[Start of Attachment]
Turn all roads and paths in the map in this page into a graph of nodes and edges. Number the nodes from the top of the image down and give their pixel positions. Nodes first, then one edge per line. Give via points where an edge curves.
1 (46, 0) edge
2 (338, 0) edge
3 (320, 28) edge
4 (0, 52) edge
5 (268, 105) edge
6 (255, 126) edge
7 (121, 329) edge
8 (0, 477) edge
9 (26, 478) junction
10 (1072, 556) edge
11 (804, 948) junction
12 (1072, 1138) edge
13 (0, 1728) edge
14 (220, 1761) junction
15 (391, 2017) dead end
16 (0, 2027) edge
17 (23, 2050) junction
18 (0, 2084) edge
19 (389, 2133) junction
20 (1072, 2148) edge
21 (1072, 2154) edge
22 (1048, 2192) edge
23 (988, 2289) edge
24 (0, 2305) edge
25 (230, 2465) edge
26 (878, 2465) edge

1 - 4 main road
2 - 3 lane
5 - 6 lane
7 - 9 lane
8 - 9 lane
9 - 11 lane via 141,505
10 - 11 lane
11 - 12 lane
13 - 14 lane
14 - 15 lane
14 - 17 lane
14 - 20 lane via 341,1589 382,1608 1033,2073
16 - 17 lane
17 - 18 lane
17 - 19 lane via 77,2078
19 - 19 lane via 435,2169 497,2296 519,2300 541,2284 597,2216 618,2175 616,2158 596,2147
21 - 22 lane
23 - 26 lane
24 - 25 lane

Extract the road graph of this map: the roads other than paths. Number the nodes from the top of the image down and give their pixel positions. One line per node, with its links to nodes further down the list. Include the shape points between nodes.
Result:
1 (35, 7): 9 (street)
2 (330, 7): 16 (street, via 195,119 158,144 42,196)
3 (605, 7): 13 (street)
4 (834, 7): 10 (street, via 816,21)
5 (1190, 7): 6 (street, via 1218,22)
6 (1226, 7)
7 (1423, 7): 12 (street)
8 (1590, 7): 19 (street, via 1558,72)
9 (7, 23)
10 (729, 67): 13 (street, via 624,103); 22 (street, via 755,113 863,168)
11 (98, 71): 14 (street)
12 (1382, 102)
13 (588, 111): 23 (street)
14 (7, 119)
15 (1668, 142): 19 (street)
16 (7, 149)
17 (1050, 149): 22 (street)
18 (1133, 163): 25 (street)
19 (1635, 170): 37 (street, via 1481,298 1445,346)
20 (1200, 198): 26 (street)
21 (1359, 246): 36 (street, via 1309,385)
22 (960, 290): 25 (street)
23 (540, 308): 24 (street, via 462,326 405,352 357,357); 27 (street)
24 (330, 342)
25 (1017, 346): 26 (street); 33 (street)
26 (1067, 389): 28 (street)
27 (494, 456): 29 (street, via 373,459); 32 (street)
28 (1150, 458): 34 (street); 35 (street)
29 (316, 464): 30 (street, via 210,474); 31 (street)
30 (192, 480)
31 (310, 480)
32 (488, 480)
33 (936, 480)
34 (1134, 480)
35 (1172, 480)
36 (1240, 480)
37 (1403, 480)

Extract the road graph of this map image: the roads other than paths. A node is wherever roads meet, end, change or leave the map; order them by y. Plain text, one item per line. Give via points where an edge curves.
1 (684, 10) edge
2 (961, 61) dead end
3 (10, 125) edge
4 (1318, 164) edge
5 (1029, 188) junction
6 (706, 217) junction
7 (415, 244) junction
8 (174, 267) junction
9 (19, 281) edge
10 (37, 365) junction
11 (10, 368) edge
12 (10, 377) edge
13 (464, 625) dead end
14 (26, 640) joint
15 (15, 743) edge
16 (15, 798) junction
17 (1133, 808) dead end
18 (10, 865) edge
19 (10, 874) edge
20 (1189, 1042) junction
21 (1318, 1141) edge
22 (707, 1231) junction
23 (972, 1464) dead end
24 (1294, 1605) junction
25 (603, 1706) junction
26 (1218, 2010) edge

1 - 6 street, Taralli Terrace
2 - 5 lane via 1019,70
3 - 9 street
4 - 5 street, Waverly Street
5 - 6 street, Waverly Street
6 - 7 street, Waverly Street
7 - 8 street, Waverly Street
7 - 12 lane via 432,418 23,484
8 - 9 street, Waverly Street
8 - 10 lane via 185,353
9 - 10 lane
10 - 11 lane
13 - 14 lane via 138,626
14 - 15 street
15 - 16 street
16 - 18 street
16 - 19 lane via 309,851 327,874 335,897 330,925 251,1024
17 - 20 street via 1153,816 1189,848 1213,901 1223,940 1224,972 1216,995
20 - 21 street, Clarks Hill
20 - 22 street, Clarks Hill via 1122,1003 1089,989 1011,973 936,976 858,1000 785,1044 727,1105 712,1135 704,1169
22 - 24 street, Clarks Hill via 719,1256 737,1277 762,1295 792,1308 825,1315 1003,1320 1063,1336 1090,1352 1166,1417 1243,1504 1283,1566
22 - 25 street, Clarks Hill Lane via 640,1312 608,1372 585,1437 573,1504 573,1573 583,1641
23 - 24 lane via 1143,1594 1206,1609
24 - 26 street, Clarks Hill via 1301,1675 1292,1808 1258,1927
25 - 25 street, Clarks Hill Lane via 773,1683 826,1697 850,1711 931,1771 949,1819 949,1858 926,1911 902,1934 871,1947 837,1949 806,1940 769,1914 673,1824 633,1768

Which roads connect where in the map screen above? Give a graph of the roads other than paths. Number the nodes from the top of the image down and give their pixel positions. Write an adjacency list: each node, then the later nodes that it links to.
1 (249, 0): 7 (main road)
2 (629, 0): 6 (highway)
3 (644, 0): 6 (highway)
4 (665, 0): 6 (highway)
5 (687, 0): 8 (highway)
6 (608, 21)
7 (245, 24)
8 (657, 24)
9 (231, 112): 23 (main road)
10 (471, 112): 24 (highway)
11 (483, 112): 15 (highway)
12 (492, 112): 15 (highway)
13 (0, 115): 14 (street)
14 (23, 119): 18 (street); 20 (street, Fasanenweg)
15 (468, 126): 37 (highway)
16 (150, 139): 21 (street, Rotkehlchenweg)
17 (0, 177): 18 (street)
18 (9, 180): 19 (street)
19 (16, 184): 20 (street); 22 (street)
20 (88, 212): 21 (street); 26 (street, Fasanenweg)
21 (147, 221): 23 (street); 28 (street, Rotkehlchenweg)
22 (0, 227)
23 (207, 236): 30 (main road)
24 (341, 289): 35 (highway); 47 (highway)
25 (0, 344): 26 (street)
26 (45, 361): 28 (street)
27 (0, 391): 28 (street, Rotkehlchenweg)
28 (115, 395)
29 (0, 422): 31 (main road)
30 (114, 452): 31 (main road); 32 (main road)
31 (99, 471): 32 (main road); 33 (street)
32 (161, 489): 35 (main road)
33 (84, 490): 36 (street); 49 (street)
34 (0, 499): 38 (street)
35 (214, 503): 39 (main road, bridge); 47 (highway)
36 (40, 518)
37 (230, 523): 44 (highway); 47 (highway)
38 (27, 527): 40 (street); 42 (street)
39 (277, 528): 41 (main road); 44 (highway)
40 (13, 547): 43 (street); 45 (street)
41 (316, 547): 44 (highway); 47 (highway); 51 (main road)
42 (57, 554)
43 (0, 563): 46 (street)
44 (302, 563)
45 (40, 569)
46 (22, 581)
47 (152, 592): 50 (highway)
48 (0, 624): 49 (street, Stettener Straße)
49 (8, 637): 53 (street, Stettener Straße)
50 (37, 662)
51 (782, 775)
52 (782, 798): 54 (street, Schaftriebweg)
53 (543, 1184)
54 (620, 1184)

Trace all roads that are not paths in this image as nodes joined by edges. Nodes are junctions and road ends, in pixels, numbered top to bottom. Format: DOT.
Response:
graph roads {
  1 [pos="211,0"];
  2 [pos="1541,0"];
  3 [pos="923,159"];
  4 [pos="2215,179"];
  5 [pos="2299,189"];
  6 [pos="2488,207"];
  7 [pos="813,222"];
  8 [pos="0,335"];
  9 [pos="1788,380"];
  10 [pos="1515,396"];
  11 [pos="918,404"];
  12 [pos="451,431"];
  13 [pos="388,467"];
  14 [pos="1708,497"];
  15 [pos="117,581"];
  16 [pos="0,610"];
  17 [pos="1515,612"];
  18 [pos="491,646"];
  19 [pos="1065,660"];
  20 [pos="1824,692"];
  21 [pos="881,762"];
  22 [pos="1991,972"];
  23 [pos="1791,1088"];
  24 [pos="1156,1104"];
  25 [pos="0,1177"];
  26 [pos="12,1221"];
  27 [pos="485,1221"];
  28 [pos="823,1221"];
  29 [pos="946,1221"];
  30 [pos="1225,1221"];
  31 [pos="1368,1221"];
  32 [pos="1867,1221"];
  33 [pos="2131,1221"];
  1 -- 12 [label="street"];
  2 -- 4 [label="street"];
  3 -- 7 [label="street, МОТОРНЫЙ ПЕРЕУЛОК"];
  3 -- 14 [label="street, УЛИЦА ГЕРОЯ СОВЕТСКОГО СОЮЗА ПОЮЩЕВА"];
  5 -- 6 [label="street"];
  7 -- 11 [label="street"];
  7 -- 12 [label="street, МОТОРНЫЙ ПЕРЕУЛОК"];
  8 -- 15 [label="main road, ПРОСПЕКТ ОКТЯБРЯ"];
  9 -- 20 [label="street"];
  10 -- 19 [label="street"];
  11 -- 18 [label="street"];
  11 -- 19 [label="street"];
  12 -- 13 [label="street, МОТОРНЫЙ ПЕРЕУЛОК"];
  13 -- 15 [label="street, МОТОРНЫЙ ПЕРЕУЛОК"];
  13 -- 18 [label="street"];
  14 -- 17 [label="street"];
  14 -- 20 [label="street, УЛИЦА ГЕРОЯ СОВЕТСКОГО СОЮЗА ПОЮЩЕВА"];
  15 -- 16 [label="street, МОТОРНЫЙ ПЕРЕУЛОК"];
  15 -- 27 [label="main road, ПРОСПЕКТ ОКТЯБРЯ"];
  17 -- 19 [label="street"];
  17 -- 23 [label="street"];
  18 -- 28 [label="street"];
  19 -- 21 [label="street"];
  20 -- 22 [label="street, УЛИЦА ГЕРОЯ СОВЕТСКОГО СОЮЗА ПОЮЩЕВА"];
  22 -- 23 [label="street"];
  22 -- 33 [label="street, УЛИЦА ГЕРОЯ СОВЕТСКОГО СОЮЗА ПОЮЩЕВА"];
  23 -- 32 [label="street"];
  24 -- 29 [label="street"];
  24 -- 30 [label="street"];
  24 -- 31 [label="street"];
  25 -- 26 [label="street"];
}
[End of Attachment]
▶ _What needs to be done_
Once you find the string "ПЕРЕУЛОК" in a line of the records, copy that line.

▶ _Finished task_
  3 -- 7 [label="street, МОТОРНЫЙ ПЕРЕУЛОК"];
  7 -- 12 [label="street, МОТОРНЫЙ ПЕРЕУЛОК"];
  12 -- 13 [label="street, МОТОРНЫЙ ПЕРЕУЛОК"];
  13 -- 15 [label="street, МОТОРНЫЙ ПЕРЕУЛОК"];
  15 -- 16 [label="street, МОТОРНЫЙ ПЕРЕУЛОК"];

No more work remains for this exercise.